From the accuracy point of view, the synthesis algorithm process does not introduce errors from the gradient estimation process, so the accuracy of this method is no less than that of the general method. In terms of calculation speed, the efficiency of the composite algorithm relative to the horizontal set method depends on whether it takes less time to initialize (rebuild the directed distance field using the geometric method) than it does to reinitialize (until the calculation converges). Obviously, when each step backward makes the directed distance field more distorted, the synthesis algorithm is more efficient. Due to this feature, the synthesis algorithm is more suitable for those pills with more sharp geometric shapes and more discontinuities in the velocity field. The test results show that the synthesis algorithm and the level set method have basically the same compatibility and accuracy. The difference is only that the two methods have different efficiencies for input data with different characteristics.
Figure 7 shows the iterative process of the two algorithms. The LS method is based on narrowband technology, and when a certain step is calculated, points near the
interface need to be reinitialized to either 0 or 1 or −1, then iteration continues. The main errors during this period come from reinitialization errors and the inaccuracy of
updates when there is a gradient that is too large or too small in the iteration. The main error of the synthesis algorithm comes from the error of the first calculation of the distance between the grid points. The difference of the distance between the grid points near
conforms to the curvature of the surface. Therefore, when iterating, the difference distance is passed to other grid points as a ripple. The value on the grid points always maintains its distance from the
interface, and the symbol can be used to determine whether it is on the solid or gaseous side.
5. Conclusions
The purpose of this study was to develop a practical 3D grain burning surface regression algorithm based on CT images to reduce the computation time and improve the accuracy of the calculation. A synthesis method was proposed to solve for tracking the moving burning surface using a combination of the LS method and the MDF method. The LS method helps the accuracy of interface tracking, but it is computationally intensive and requires frequent reinitialization of the problem. The MDF method is fast in computation and the problem of frequent reinitialization can be solved by correcting the minimum distance field, which reduces the computational load. The synthesis algorithm effectively exploited the advantages of both methods.
The algorithm developed in this study was validated through the computational simulation of the burning surface regression of the conventional SRM. For the analysis and calculation of irregular and complex three-dimensional grains and grains with different burning rates under the erosive burning effect, the results show that the synthesis algorithm proposed in this study has high applicability and high calculation accuracy. This algorithm could be coupled with internal ballistic calculations in subsequent studies for internal ballistic analysis of solid propulsion systems.
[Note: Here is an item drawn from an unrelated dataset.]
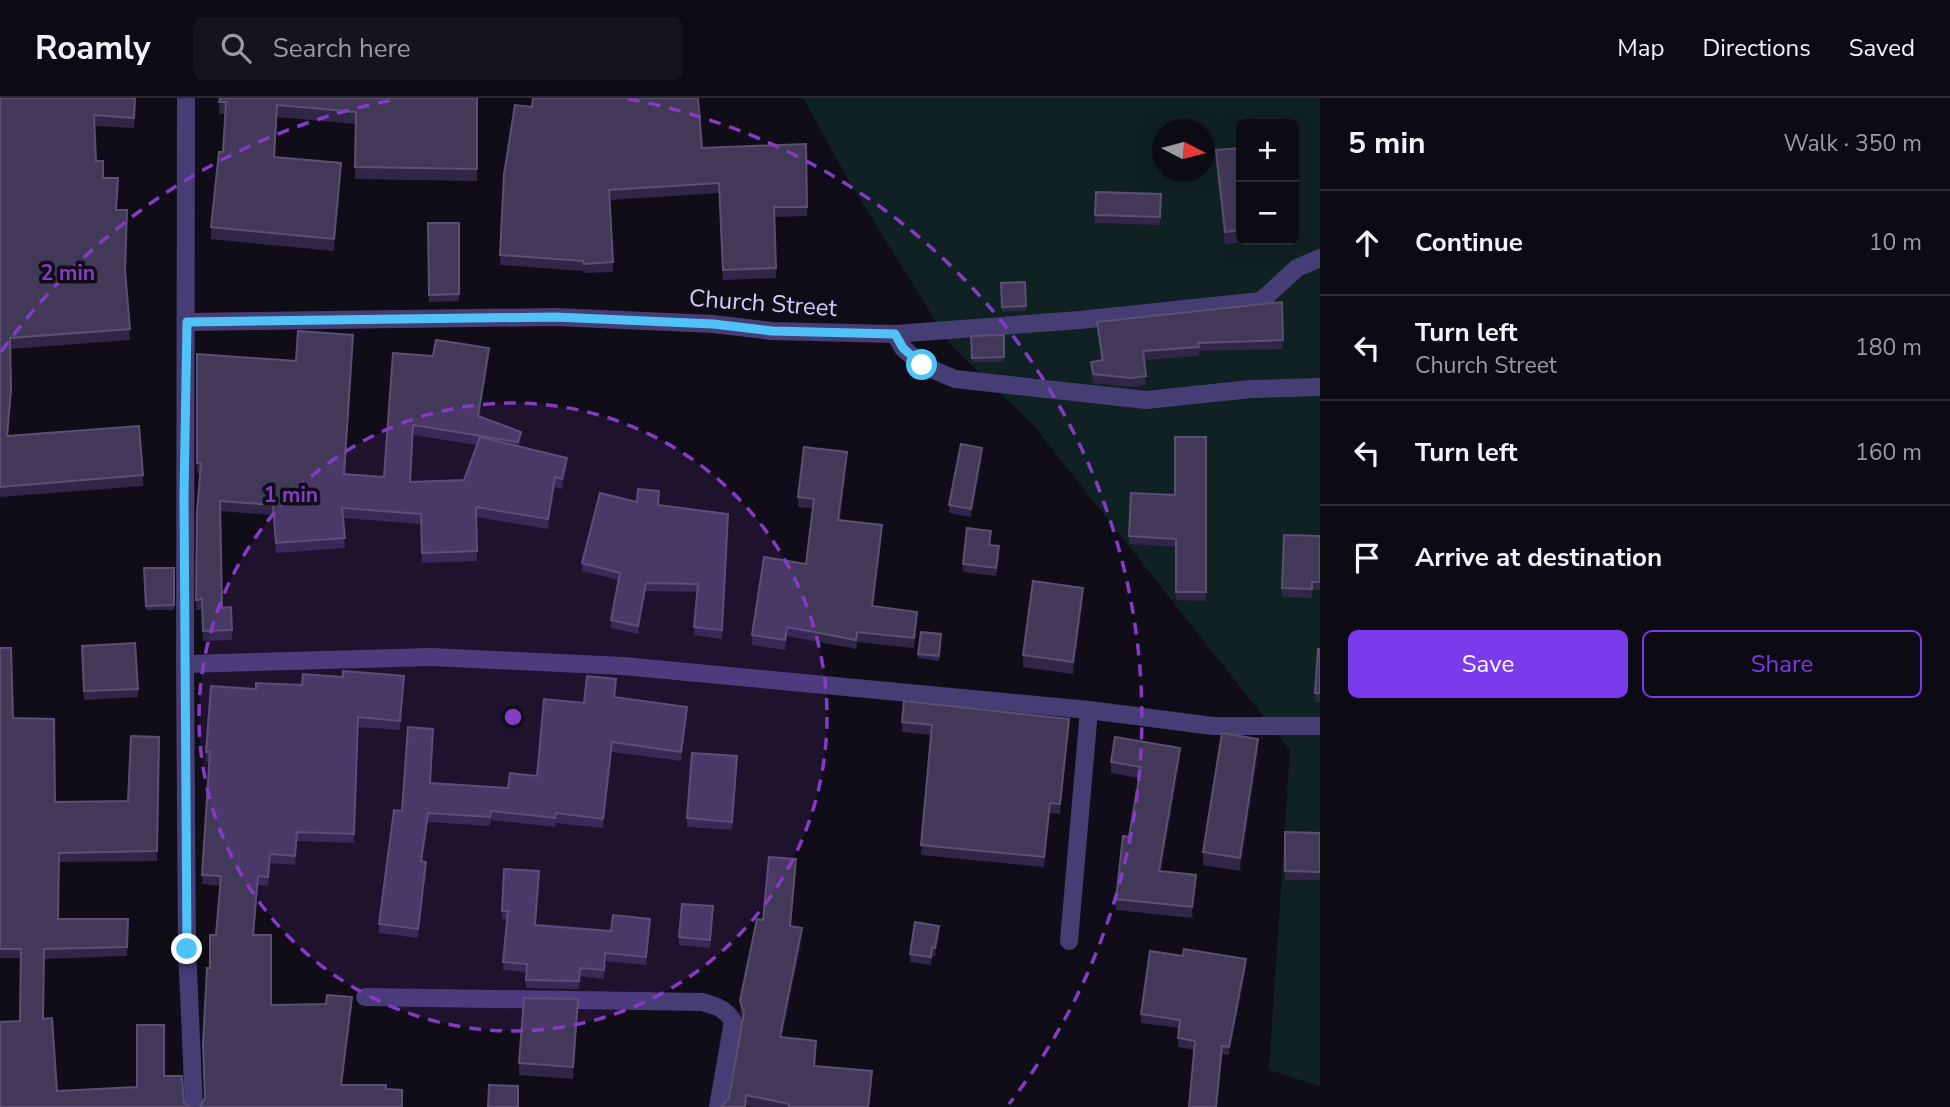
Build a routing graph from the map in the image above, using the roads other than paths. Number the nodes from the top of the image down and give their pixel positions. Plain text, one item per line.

In subsequent research, we will use CT images of SRMs with defects to reconstruct the three-dimensional grain model with defects, including common failure modes such as cavitation, debonding, and cracks. Image processing methods will be used to locate the defects and improve the synthesis algorithm, making it suitable for the simulation of burning surface regression of the grain with defects. The influence of defects on the performance of the grain will be analyzed to simulate the state of the motor when it is working.